But, as demonstrated by RobPratt, and as often happens in analysis, the greedy algorithm is ultimately not the optimal one. It's as if you overuse an initially fertile soil, exhaust its nutrients and then you find you can't grow crops until you give time for rains to fall and the soil to replenish itself. Let's explore why greed turned out not good in this case.

Welcome to the desert

Suppose you have a list of whole numbers, with a minimum of $1$ and a maximum of $n$, such that there is not a group of three in arithmetic sequence. Then the arithmetic third of any pair of numbers from this list cannot be larger than $2n-1$, and so you can always insert the number $2n$ and be sure there is still no three-term arithmetic sequence.

If, in fact, you do need to resort to $2n$ to continue your list -- that is, no smaller number will do -- then you have in effect created a "desert". The presence of such deserts can make you fall behind a more carefully tended, more optimal sequence. And that is what happened here.

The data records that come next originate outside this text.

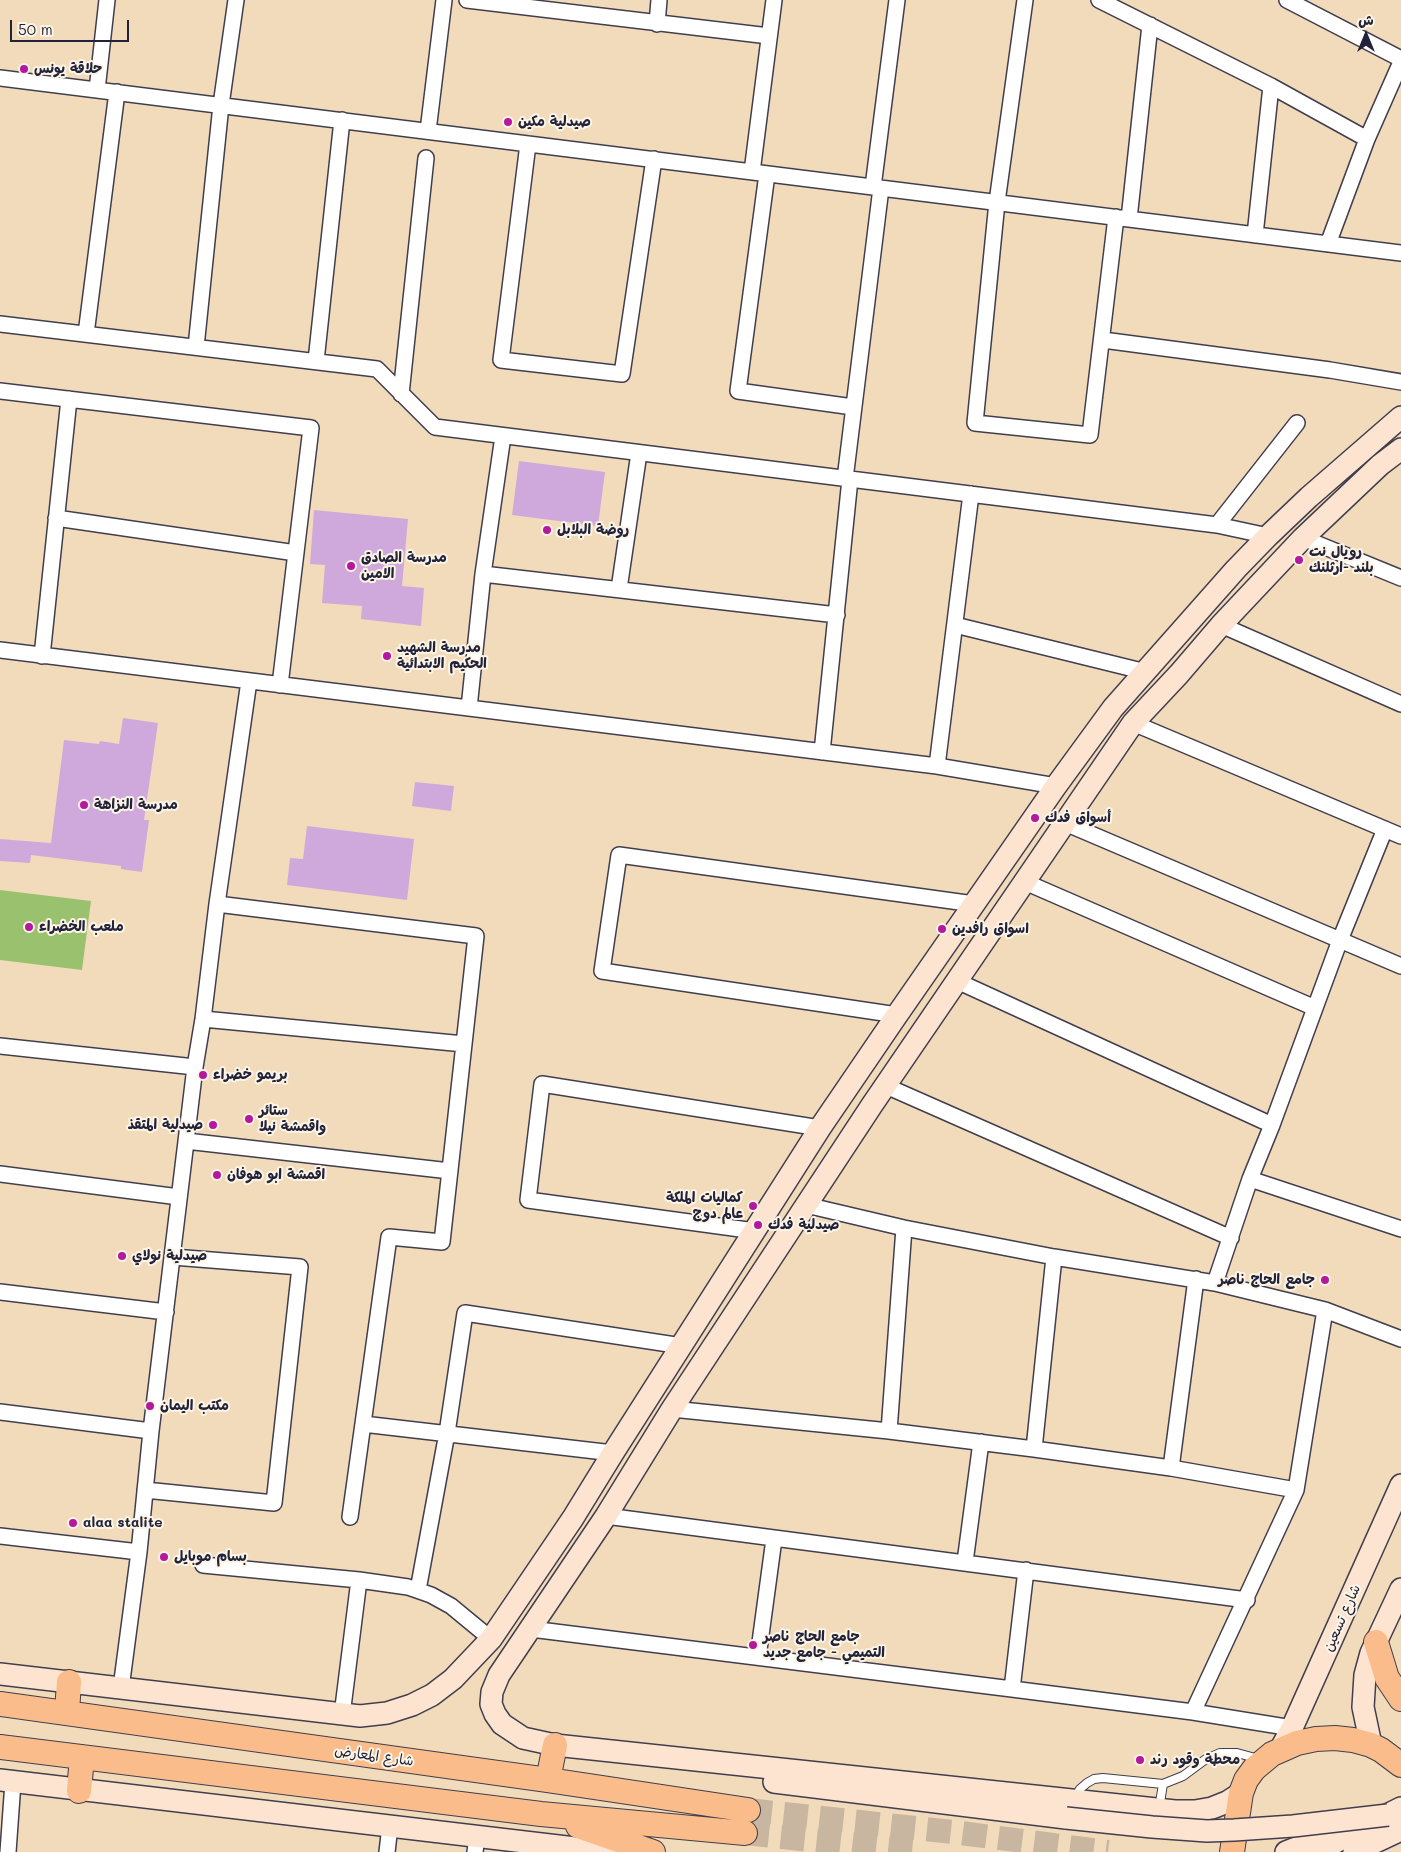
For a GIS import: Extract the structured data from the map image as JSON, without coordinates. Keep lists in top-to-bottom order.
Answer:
{
  "streets": {
    "main road": ["شارع تسعين", "شارع المعارض"]
  },
  "places": [
    "حلاقة يونس",
    "صيدلية مكين",
    "روضة البلابل",
    "رويال نت بلند -ارثلنك",
    "مدرسة الصادق الامين",
    "مدرسة الشهيد الحكيم الابتدائية",
    "مدرسة النزاهة",
    "أسواق فدك",
    "ملعب الخضراء",
    "اسواق رافدين",
    "بريمو خضراء",
    "ستائر واقمشة نيلا",
    "صيدلية المتقذ",
    "اقمشة ابو هوفان",
    "كماليات الملكة عالم دوج",
    "صيدلية فدك",
    "صيدلية نولاي",
    "جامع الحاج ناصر",
    "مكتب اليمان",
    "alaa stalite",
    "بسام موبايل",
    "جامع الحاج ناصر التميمي - جامع جديد",
    "محطة وقود رند"
  ],
  "scale_bar": "50 m",
  "north": "top"
}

Upon further review, the Erdos-Szekeres sequence, constructed to take as small a number as possible at any step, is equally optimal at producing deserts. A number $k$ enters this sequence iff the ternary representation of $k-1$ has no elements of $2$, for instance eleven minus one is ten, which is $101$ in base $3$, so ten is in the sequence. But once we get to fourteen in this case, where one less is $111$ base $3$, we are forced to accept a $2$ somewhere in the ternary representation until we have passed the next power of $3$, in this case at $28$, where we can introduce a new ternary "digit". We build in a desert from $n=(3^m+1)/2$ all the way up to $2n=3^m+1$ for every whole number $m$. In this problem the desert from $41$ to $82$ ($m=4$) renders the greedy algorithm inferior.

Finding an oasis

Of course, we can change the rules of our game to make the greedy algorithm look good. If, instead of an upper bound of $100$, we were to choose an upper bound of $(3^m+1)/2$ for some whole number $m$ -- stopping just at the threshold of the desert -- then the Erdos-Szekeres method really does work. For instance, with a maximum of $(3^5+1)/2=122$ the Erdos-Szekeres method gives $32$ terms and that is indeed the optimum for a max element of $122$. See https://oeis.org/A065825.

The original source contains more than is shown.